Welche Optionen gab es für mich? Fast 700 Kilometer bis nach Hause – komplett fremde Stadt – Mietwagen zu spät und zu anstrengend, Fliegen zu spät, Hotel überteuert da Messe. Bahnhofsmission – so schlimm war es nun auch noch nicht. Ohne Tasche und Unterkunft blieb ich im Bahnhofsviertel, einem Ort, an dem man in der Regel nicht die Nacht verbringt; aber doch besser als auf irgendeiner einsamen Parkbank oder unter einer Brücke. Die Hotels waren überteuert, also blieb mir nichts anderes übrig, als mich mal wieder in den „Reise-Überlebensmodus“ zu versetzen. Ich setzte mich also zu einer Gruppe Obdachloser, die mich herzlich aufnahmen und erzählte meine Story. Ich bekam viel Zuspruch und mutmachende Worte. „Ein Bier für alle!“, rief ich und erntete ein fröhliches „geil Mann“, das die Dunkelheit erhellte. Es gab auch Currywurst für alle dazu – man muss sich das Leben schön machen, wenn es einem schon mit vollen Händen Sand in die Augen streut.
Während wir zusammen aßen und tranken, erzählten mir meine neuen Freunde ihre Geschichten. Jede einzelne war ein „Anschlag“ des Lebens, der sie aus der Bahn geworfen hatte. Da waren Bernd, der seine Spedition durch eine Insolvenz verlor, Gisela, die nach einer Scheidung im Nichts landete, und der junge Marvin, der durch eine Firmenpleite nicht nur seinen Job, sondern auch seine Wohnung verlor. Heute finden sie Wärme miteinander und mit Alkohol oder manchmal auch Drogen.

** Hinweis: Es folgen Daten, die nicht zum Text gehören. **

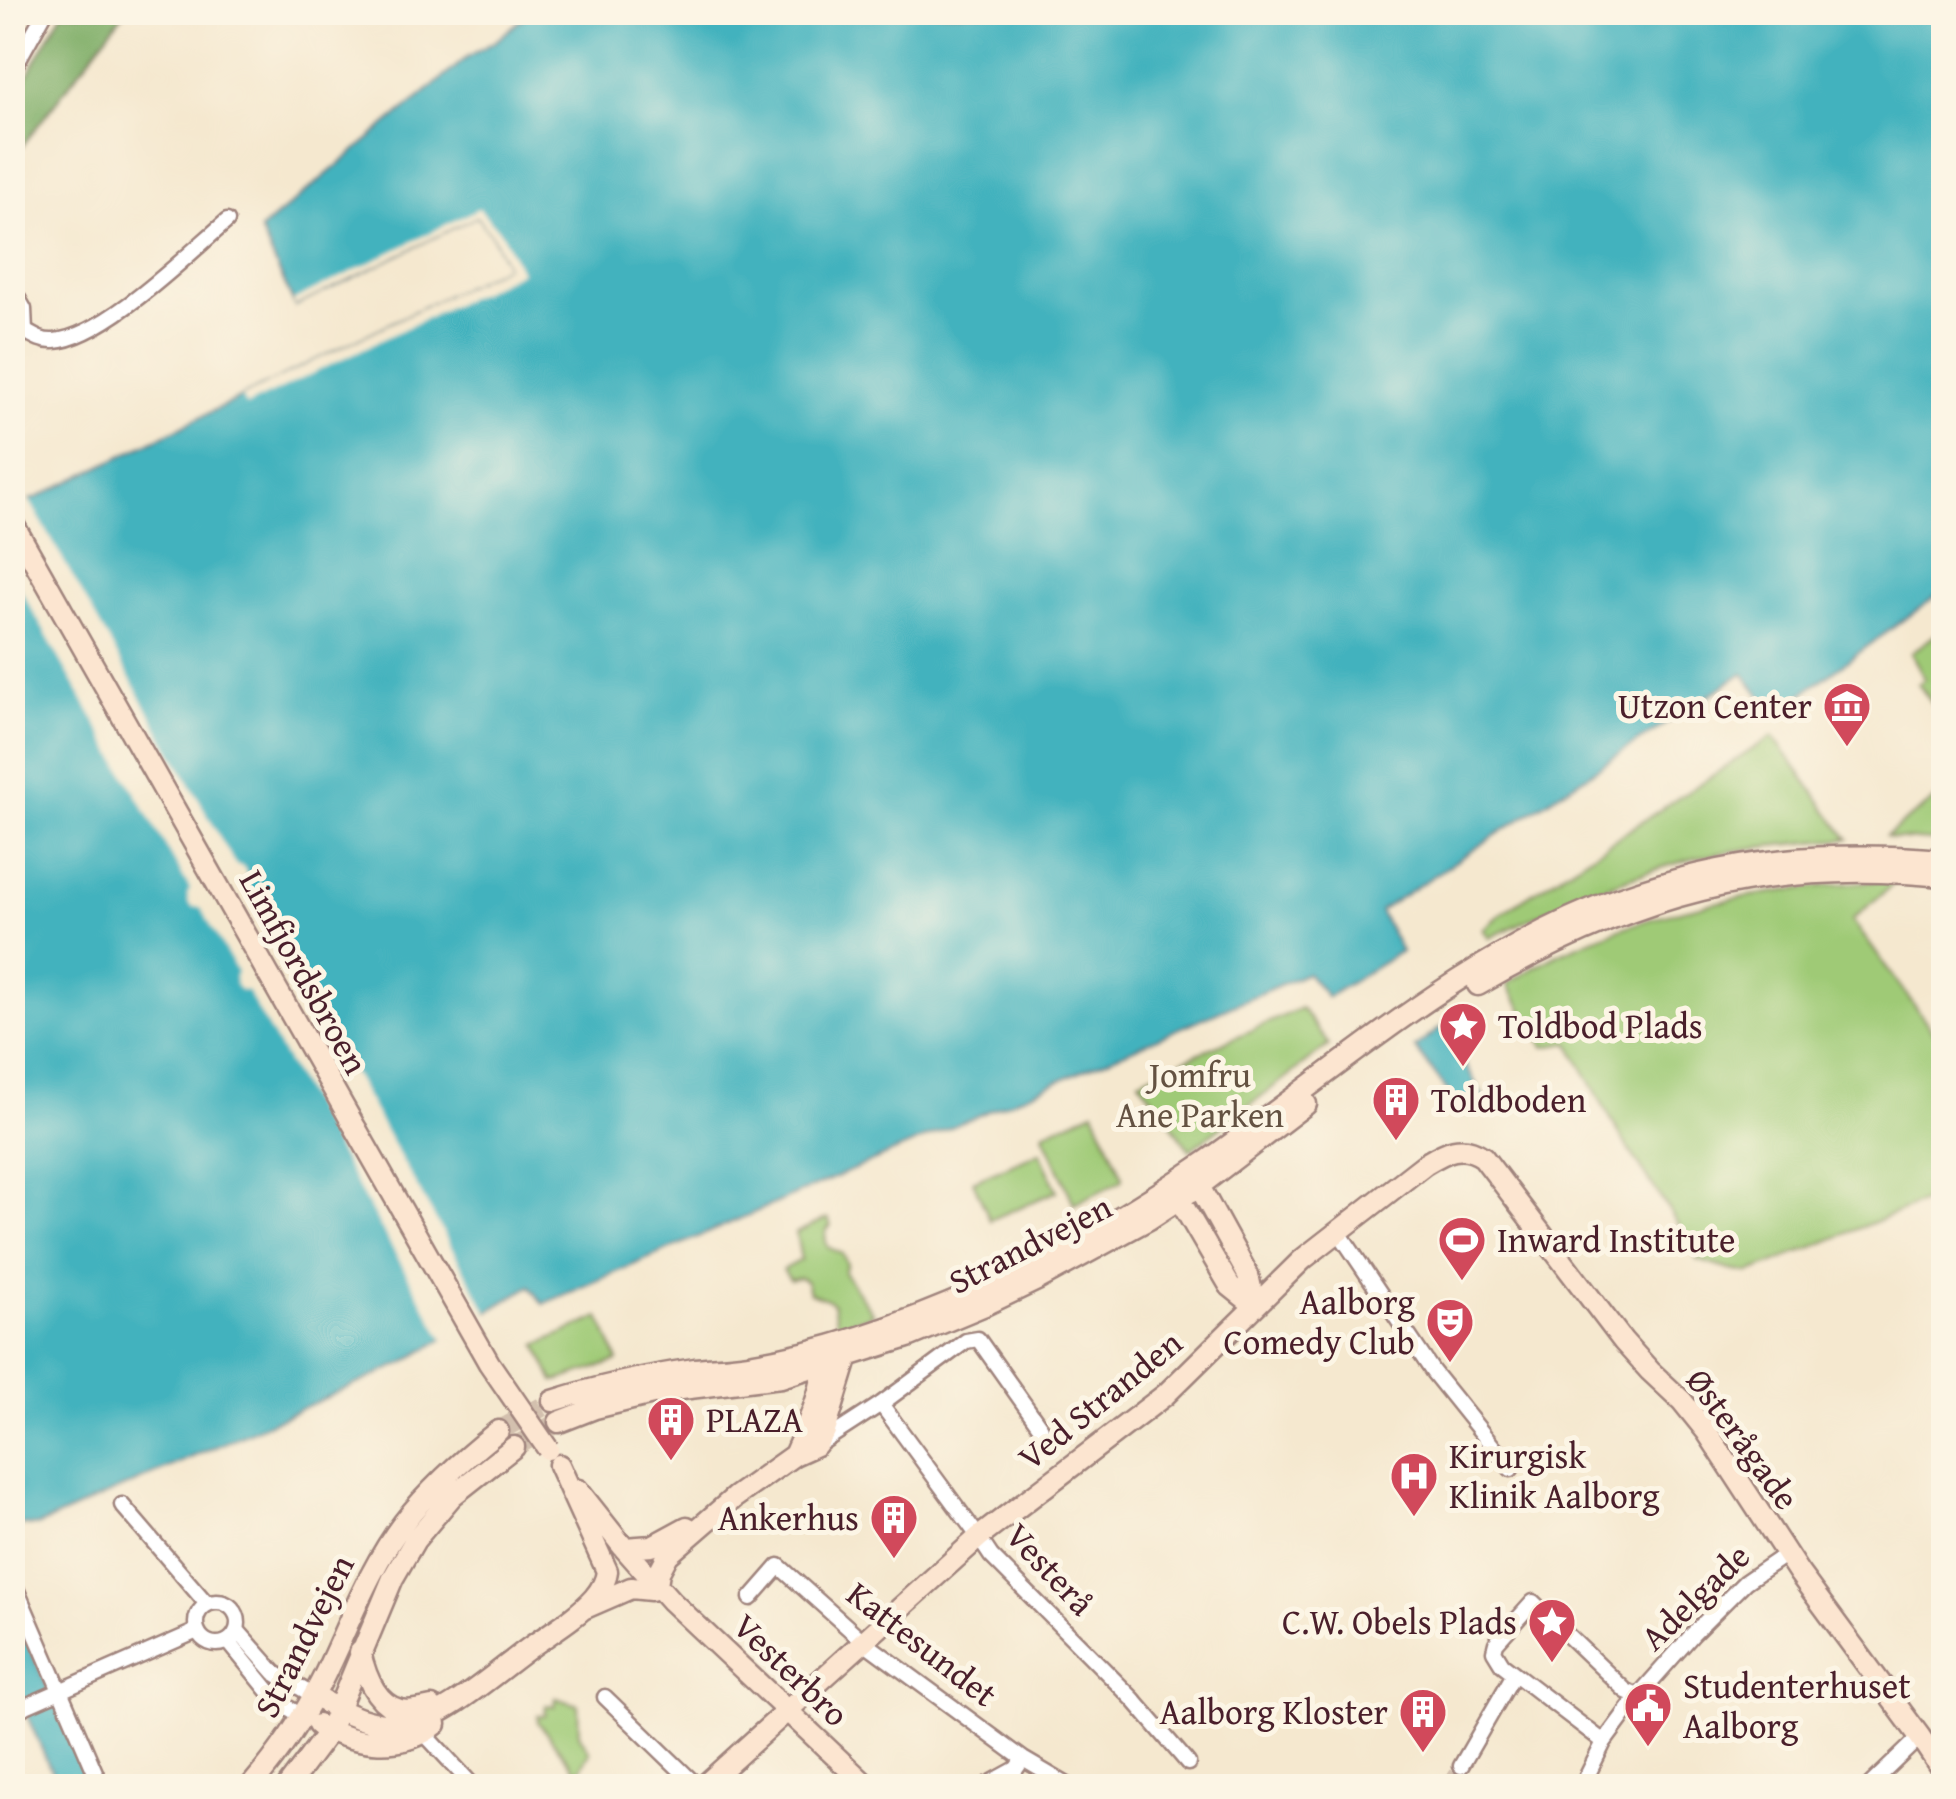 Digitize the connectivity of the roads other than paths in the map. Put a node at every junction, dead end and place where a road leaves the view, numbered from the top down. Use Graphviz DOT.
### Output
graph roads {
  1 [pos="45,12"];
  2 [pos="12,71"];
  3 [pos="226,221"];
  4 [pos="12,288"];
  5 [pos="26,331"];
  6 [pos="12,346"];
  7 [pos="12,522"];
  8 [pos="1944,860"];
  9 [pos="1903,864"];
  10 [pos="1944,876"];
  11 [pos="1462,1148"];
  12 [pos="1186,1188"];
  13 [pos="1338,1230"];
  14 [pos="1255,1306"];
  15 [pos="824,1356"];
  16 [pos="848,1356"];
  17 [pos="553,1401"];
  18 [pos="881,1404"];
  19 [pos="559,1422"];
  20 [pos="1041,1428"];
  21 [pos="498,1431"];
  22 [pos="816,1446"];
  23 [pos="514,1447"];
  24 [pos="794,1455"];
  25 [pos="553,1457"];
  26 [pos="1511,1469"];
  27 [pos="735,1497"];
  28 [pos="122,1505"];
  29 [pos="979,1537"];
  30 [pos="624,1548"];
  31 [pos="1786,1554"];
  32 [pos="12,1579"];
  33 [pos="654,1587"];
  34 [pos="751,1598"];
  35 [pos="207,1604"];
  36 [pos="583,1608"];
  37 [pos="197,1631"];
  38 [pos="232,1636"];
  39 [pos="864,1642"];
  40 [pos="360,1652"];
  41 [pos="1514,1674"];
  42 [pos="58,1692"];
  43 [pos="314,1696"];
  44 [pos="1638,1696"];
  45 [pos="606,1697"];
  46 [pos="458,1700"];
  47 [pos="15,1710"];
  48 [pos="337,1710"];
  49 [pos="786,1710"];
  50 [pos="302,1717"];
  51 [pos="329,1731"];
  52 [pos="424,1734"];
  53 [pos="1920,1737"];
  54 [pos="1604,1742"];
  55 [pos="1022,1760"];
  56 [pos="1188,1764"];
  57 [pos="1460,1766"];
  58 [pos="1944,1774"];
  59 [pos="101,1786"];
  60 [pos="251,1786"];
  61 [pos="288,1786"];
  62 [pos="473,1786"];
  63 [pos="700,1786"];
  64 [pos="867,1786"];
  65 [pos="986,1786"];
  66 [pos="1068,1786"];
  67 [pos="1582,1786"];
  68 [pos="1869,1786"];
  1 -- 2 [label="street"];
  3 -- 5 [label="street"];
  4 -- 5 [label="street"];
  5 -- 6 [label="street"];
  7 -- 25 [label="street, Limfjordsbroen, bridge"];
  8 -- 9 [label="street"];
  9 -- 10 [label="street"];
  9 -- 12 [label="street, Strandvejen"];
  11 -- 13 [label="street, Ved Stranden"];
  11 -- 31 [label="street, Østerågade"];
  12 -- 14 [label="street"];
  12 -- 15 [label="street, Strandvejen"];
  12 -- 16 [label="street, Strandvejen"];
  13 -- 14 [label="street, Ved Stranden"];
  13 -- 26 [label="street"];
  14 -- 29 [label="street, Ved Stranden"];
  15 -- 16 [label="street, Strandvejen"];
  15 -- 17 [label="street, Strandvejen"];
  15 -- 19 [label="street, Strandvejen"];
  15 -- 24 [label="street"];
  16 -- 22 [label="street"];
  18 -- 20 [label="street, Ved Stranden"];
  18 -- 22 [label="street"];
  18 -- 29 [label="street, Vesterå"];
  21 -- 43 [label="street, Strandvejen"];
  22 -- 24 [label="street"];
  23 -- 40 [label="street, Strandvejen"];
  24 -- 27 [label="street"];
  25 -- 30 [label="street, Vesterbro"];
  25 -- 33 [label="street, Vesterbro"];
  25 -- 36 [label="street"];
  27 -- 30 [label="street"];
  27 -- 33 [label="street"];
  28 -- 35 [label="street"];
  29 -- 39 [label="street, Ved Stranden"];
  29 -- 56 [label="street, Vesterå"];
  30 -- 33 [label="street, Vesterbro"];
  31 -- 44 [label="street, Adelgade"];
  31 -- 53 [label="street, Østerågade"];
  32 -- 42 [label="street"];
  33 -- 36 [label="street"];
  33 -- 49 [label="street, Vesterbro"];
  34 -- 39 [label="street, Kattesundet"];
  35 -- 37 [label="street"];
  35 -- 38 [label="street"];
  36 -- 46 [label="street"];
  37 -- 38 [label="street"];
  37 -- 42 [label="street"];
  38 -- 43 [label="street"];
  38 -- 50 [label="street"];
  39 -- 49 [label="street, Ved Stranden"];
  39 -- 55 [label="street, Kattesundet"];
  40 -- 46 [label="street"];
  40 -- 48 [label="street, Strandvejen"];
  41 -- 44 [label="street"];
  41 -- 54 [label="street"];
  41 -- 57 [label="street"];
  42 -- 47 [label="street"];
  42 -- 59 [label="street"];
  43 -- 48 [label="street"];
  43 -- 50 [label="street, Strandvejen"];
  44 -- 54 [label="street, Adelgade"];
  45 -- 63 [label="street"];
  46 -- 48 [label="street"];
  46 -- 52 [label="street"];
  48 -- 51 [label="street, Strandvejen"];
  49 -- 63 [label="street, Ved Stranden"];
  49 -- 64 [label="street, Vesterbro"];
  50 -- 51 [label="street"];
  50 -- 60 [label="street, Strandvejen"];
  51 -- 52 [label="street"];
  51 -- 61 [label="street, Strandvejen"];
  52 -- 62 [label="street"];
  53 -- 58 [label="street, Østerågade"];
  53 -- 68 [label="street"];
  54 -- 67 [label="street, Adelgade"];
  55 -- 65 [label="street"];
  55 -- 66 [label="street, Kattesundet"];
}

Ich hörte zu und erkannte, dass diese Menschen ihre eigenen „Anschläge“ erlitten hatten. Ihre Verluste waren jedoch dauerhaft, und sie hatten gelernt, damit zu leben. Trotz allem hatten sie ihren Humor und Lebensmut nicht eingebüßt und empfingen mich, einen fremden Pechvogel für eine Nacht, mit mehr Herzlichkeit und Zuneigung, als es viele andere Menschen getan hätten.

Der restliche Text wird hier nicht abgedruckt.